Why? Well, look above. We have these promises. First command, and he gives several contrasts. Second command, he gives many promises. Look at them.
Promise number one: I will make My dwelling among you.
Promise number two: I will walk among you.
Promise number three: I will be Your God and they will be my people.
Doesn’t this sound, what we’ve been seeing in Genesis? These are all the promises of the covenant. I will be a father to you, verse 18, you will be my sons and daughters.
Do you see how the promise is both the premise for the command and the reward for obeying the command? Because in both instances, the premise and the reward, the promise is the same – the presence of God.
Think about it from the Old Testament. Moses took off his sandals because he was on holy ground. God was there. The camp had to be holy because the tabernacle dwelt in their midst. The temple was set apart because God dwelt there among the cherubim. The mercy seat of the ark of the covenant. In the new Jerusalem, God makes the covenant promise again and says no unclean thing can dwell there, and even now in the Church we are the fullness of Him who fills everything in every way. God is in our midst. Your body is a temple of the Holy Spirit. This place, together, is a temple, a dwelling place for God Almighty, and so He says, “Would you keep the house clean?”
And I love the promise at the end of verse 17: “Touch no unclean thing; then I will welcome you.” I will welcome you.
Now God is not saying you need to get your act together to such a degree and then you can start talking to Me again. No, oftentimes the central act, and surely the first act of purification, is always that act of repentance, and it is a pleasing thing to God when we come with broken hearts and a contrite spirit and say, “Oh, God, against you only have I sinned.”

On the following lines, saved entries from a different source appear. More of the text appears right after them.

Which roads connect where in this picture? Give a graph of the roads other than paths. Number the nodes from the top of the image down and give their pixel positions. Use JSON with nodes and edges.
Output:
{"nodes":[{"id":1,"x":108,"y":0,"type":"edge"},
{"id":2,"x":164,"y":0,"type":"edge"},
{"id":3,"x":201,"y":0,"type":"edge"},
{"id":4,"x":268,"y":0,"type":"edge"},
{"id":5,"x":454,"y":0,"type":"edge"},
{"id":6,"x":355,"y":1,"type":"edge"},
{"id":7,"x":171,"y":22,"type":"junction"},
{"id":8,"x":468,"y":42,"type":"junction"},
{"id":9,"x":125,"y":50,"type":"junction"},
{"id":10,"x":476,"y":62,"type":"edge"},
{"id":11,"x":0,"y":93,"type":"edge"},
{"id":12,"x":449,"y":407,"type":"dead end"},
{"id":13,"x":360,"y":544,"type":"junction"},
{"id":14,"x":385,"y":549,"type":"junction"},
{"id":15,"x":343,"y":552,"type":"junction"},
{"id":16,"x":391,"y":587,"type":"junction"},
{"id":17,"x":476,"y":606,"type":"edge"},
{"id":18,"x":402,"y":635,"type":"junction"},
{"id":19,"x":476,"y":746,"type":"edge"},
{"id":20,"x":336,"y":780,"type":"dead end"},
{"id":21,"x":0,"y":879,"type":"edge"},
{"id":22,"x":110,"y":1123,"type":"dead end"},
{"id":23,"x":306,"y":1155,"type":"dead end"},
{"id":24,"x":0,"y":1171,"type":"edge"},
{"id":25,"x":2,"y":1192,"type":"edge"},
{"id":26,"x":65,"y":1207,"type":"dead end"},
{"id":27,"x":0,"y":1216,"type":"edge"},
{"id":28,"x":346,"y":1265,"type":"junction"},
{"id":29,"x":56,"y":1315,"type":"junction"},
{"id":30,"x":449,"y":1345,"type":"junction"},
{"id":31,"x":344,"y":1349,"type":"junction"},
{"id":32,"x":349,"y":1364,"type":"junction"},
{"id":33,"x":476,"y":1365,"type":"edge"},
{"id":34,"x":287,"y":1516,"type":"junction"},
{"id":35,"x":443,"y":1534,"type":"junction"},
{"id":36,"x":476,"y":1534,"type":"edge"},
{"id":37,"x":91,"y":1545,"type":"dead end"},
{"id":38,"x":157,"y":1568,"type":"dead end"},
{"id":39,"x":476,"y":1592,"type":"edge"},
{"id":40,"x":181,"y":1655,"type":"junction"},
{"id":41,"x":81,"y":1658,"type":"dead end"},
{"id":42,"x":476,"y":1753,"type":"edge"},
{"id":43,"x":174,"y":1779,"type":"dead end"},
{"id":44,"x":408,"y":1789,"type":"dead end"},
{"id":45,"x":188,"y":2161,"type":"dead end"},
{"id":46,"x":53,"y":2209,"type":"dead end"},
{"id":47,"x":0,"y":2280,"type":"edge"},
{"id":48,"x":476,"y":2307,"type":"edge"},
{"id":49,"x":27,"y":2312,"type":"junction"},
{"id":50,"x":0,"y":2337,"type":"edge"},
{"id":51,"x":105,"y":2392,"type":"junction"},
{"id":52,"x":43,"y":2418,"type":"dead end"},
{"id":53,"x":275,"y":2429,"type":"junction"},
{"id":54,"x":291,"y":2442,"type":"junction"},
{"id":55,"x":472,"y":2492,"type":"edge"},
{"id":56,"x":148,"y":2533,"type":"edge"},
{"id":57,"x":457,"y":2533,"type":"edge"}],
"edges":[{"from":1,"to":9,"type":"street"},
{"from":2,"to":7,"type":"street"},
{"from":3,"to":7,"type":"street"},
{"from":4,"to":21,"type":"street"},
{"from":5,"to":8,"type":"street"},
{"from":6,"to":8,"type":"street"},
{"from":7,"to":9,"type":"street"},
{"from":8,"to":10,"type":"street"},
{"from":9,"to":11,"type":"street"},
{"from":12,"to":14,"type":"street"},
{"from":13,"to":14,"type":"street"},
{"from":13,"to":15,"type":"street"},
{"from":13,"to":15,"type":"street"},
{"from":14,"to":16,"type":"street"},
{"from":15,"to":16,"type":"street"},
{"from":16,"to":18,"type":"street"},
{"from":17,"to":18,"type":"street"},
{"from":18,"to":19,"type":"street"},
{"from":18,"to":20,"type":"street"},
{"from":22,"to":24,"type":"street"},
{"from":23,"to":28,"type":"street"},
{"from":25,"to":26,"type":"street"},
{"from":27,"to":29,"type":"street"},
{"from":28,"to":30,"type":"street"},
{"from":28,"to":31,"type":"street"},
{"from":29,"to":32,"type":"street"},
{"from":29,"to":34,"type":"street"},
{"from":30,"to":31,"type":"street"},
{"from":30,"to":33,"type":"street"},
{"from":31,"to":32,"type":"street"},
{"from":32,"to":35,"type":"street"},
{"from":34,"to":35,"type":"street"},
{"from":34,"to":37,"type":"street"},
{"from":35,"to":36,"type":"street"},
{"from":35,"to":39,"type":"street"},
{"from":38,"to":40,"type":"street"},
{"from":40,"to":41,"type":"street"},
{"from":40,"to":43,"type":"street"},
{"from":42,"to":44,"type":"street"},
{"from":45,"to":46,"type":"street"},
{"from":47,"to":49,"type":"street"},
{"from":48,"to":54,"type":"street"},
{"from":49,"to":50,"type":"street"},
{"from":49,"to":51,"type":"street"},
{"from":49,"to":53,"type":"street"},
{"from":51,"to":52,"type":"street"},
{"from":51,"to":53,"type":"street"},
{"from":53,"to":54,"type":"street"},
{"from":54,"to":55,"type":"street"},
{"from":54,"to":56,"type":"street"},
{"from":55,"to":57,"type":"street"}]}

The promise here is what Jesus promised in the Sermon on the Mount in Matthew 5:8: Blessed are the pure in heart for they shall see God.
You see, that’s the premise, that’s the promise. Don’t you want to see God? Don’t you want God in your midst? Don’t you believe that to have God in your presence more than makes up for what you lost in the world? Do you see Paul’s logic here? You’re giving up something, you’re giving up some friends, you might be giving up relationships, you might be giving up your job, you might be giving up prestige, you might be giving up being thought well of by other people… But do you see what you get? You get Me. You get my presence. I’ll live among you. I’ll walk among you. I’ll be your father. I’ll live with you and I will welcome you.
Don’t you want to come home? Is there anyone here, anyone listening, you’re out in the cold. You’ve been wandering around like the prodigal. You’re eating and digging around in the pig sty. And while you’re still a long way off, the father, losing all decorum, picks up his robes and runs to you as you move to him. Don’t you want to come home? I will welcome you.
So even in this passage, which so often can be thought of as nothing but an unrelenting pounding of the will, be separate, don’t be unequally yoked, cleanse yourself, do you see how God motivates us to these central commands? He does it by reminding us not only of who we are, we’re light not darkness, we’re children of the king not some pauper, and then He reminds of who He is, that He is our great reward and He stands ready to welcome us in.
Let’s pray. Father in heaven, we give grace for Your mercy, Your mercies which are new every morning. We pray for any here who needs to be reminded of these things, You would do so for any who are wandering far from You. Be gracious to us, Lord, have mercy to save us, to spare us. And we pray that we would know Your smiling face in Christ. In His name we pray. Amen.